*Exercise aim*. Find the string "Plain" in the listing below and return each line it appears in.
═══ Data in this exercise
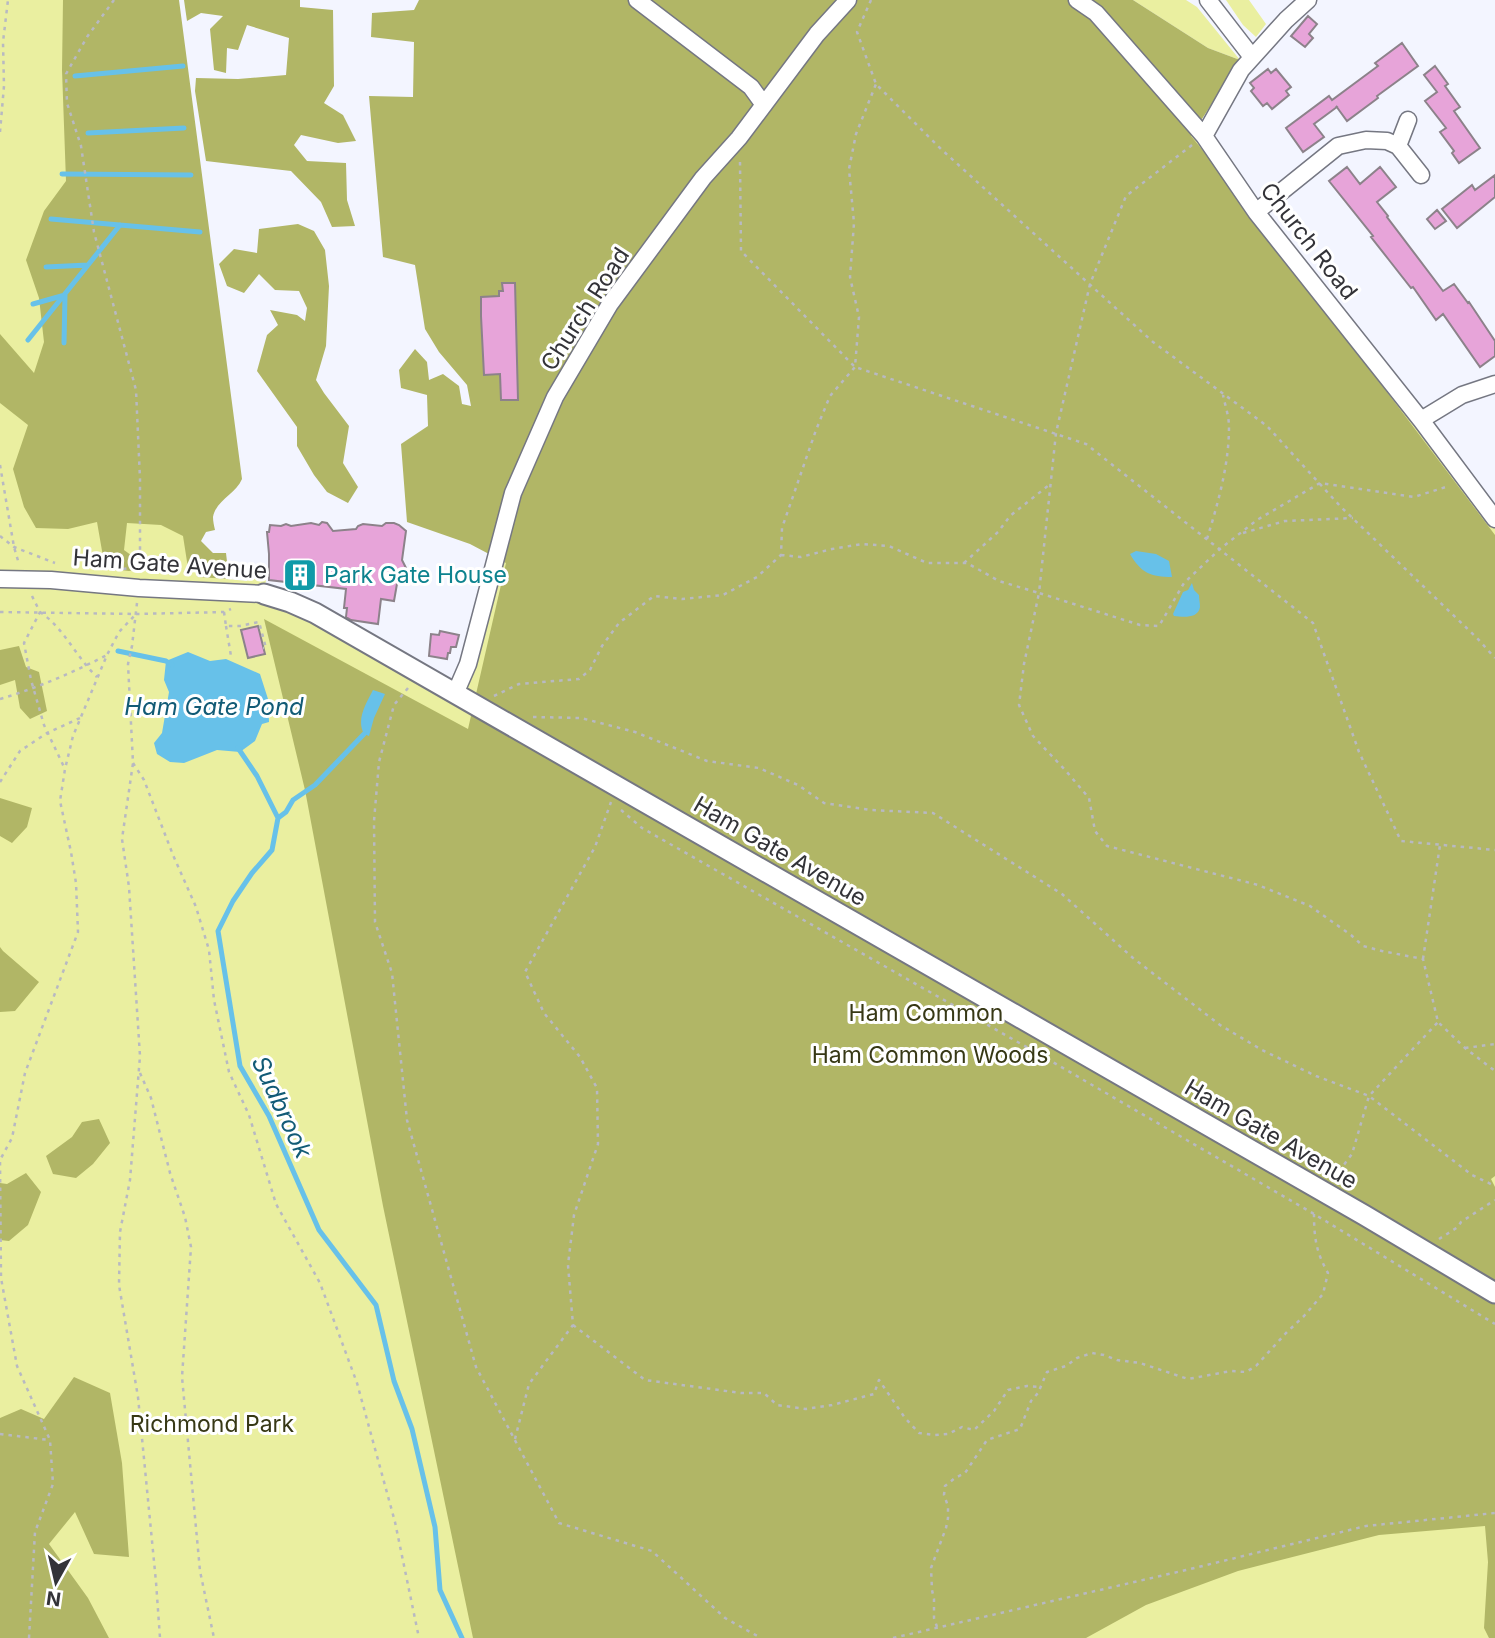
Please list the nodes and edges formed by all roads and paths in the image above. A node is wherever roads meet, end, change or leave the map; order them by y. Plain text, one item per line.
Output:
══════
═══ Data in this exercise
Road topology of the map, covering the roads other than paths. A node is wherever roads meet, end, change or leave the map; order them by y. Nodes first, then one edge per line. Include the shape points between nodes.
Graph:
══════
═══ Data in this exercise
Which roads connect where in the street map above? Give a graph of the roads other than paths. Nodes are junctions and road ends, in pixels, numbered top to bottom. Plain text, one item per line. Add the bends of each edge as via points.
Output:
══════
*Exercise solution*.
Please list the nodes and edges formed by all roads and paths in the image above. A node is wherever roads meet, end, change or leave the map; order them by y. Plain text, one item per line.
Which roads connect where in the street map above? Give a graph of the roads other than paths. Nodes are junctions and road ends, in pixels, numbered top to bottom. Plain text, one item per line. Add the bends of each edge as via points.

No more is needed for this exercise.